There are several provisions of the Income Tax Act where a lower rate applies to certain types of income and this basis can also be used for the profits of new units of production.
Taxation of dividends @ 20% for Resident Shareholders
The optional corporate tax system has lowered the corporate tax rate to 22% plus surcharge and levy, resulting in an effective tax rate of 25.17% in most cases. However, dividends distributed by Indian companies are again subject to shareholder taxation. The tax rate for non-residents for such dividends is 20% plus surcharge and levy in accordance with the provisions of the IT Act (which can be further reduced under the double taxation agreement).
However, for Residents / HUFs and Affiliates / LLPs, these dividends are taxed at the blanket / applicable rate and can be up to 35.88%. This results in an effective tax of 52% on profits made by companies and distributed to shareholders. For resident shareholders that apply to non-resident shareholders, this rate must be reduced to 20% (or lower for taxpayers subject to the lower income brackets).
Deduction related to staff costs – Section 80JJAA
With the intention of encouraging job creation for all sectors, the 2016 Finance Act introduced Section 80JJAA to allow all assessments audited under Section 44AB to deduct 30% of the additional staff costs for three assessment years. However, such a deduction has only been restricted for employees receiving salaries or wages up to Rs. 25,000 per month, which has limited the usefulness of the provision as several employment-intensive companies receive remuneration that exceeds the threshold above.

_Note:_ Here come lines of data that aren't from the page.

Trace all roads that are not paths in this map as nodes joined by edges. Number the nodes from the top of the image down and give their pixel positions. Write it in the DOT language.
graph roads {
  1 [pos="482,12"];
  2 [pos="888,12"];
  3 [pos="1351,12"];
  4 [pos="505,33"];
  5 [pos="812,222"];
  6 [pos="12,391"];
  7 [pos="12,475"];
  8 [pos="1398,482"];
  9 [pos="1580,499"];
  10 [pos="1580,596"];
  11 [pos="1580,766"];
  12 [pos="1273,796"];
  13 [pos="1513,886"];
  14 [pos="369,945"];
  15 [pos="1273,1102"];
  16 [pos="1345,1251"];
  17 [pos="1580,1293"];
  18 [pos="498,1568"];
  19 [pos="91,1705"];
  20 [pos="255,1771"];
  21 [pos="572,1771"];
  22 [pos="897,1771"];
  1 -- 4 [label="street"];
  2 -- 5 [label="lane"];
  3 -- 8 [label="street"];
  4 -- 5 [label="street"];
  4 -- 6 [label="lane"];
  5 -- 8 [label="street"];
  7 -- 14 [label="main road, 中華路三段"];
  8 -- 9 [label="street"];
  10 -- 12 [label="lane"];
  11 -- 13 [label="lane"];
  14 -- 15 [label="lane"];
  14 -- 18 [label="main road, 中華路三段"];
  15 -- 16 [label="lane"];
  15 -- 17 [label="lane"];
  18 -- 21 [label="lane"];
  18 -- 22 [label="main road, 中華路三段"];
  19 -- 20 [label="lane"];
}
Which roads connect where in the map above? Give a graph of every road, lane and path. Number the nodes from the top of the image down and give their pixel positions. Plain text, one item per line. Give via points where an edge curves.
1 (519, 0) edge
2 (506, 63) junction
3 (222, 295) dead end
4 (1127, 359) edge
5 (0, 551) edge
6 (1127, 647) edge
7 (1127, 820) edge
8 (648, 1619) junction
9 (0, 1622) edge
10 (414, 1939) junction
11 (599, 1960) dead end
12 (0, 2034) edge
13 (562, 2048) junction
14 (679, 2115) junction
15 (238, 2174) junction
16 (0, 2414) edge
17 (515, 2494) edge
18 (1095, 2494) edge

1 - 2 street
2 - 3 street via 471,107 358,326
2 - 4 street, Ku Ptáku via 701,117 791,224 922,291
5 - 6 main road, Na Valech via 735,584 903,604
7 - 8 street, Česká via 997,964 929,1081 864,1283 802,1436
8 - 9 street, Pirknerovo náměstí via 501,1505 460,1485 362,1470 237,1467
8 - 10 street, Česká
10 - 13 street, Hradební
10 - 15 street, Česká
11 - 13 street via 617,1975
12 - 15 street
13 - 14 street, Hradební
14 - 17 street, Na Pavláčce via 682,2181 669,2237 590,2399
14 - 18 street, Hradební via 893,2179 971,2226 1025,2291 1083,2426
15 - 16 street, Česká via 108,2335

Last year, jobs were severely cut due to the nationwide lockdown. Hence, there is an urgent need to encourage job creation as it is a key to economic growth and development.
In view of the above, it is expected that the compensation ceiling will be increased to Rs. 50,000 per month from Rs. 25,000 per month. In addition, it would be more appropriate to add 10% to the total cost of employees rather than 30% of the additional staff costs, since keeping jobs is as important as creating new ones.
Elimination of the fictitious taxation of shares under residential property for building owners and building contractors – Section 23 (5)
Section 23 (5) ITG provides for the taxation of property that is held as a commercial property under certain conditions. Even if such a house is not rented after two years from the end of the fiscal year in which the certificate of completion of construction of the property is obtained from the competent authority, the property would be subject to a notional tax base. It should be noted that no such notional tax is levied for a period of 2 years.
The rationale for this provision was to eliminate real estate hoarding for speculative purposes. However, in the current pandemic situation, real estate builders and developers are already facing real difficulties in selling the properties, resulting in an accumulation of unsold inventory.
In view of the above, this provision must either be repealed or the period should be retrospectively extended from 2 to 3 years from the 2020-21 financial year.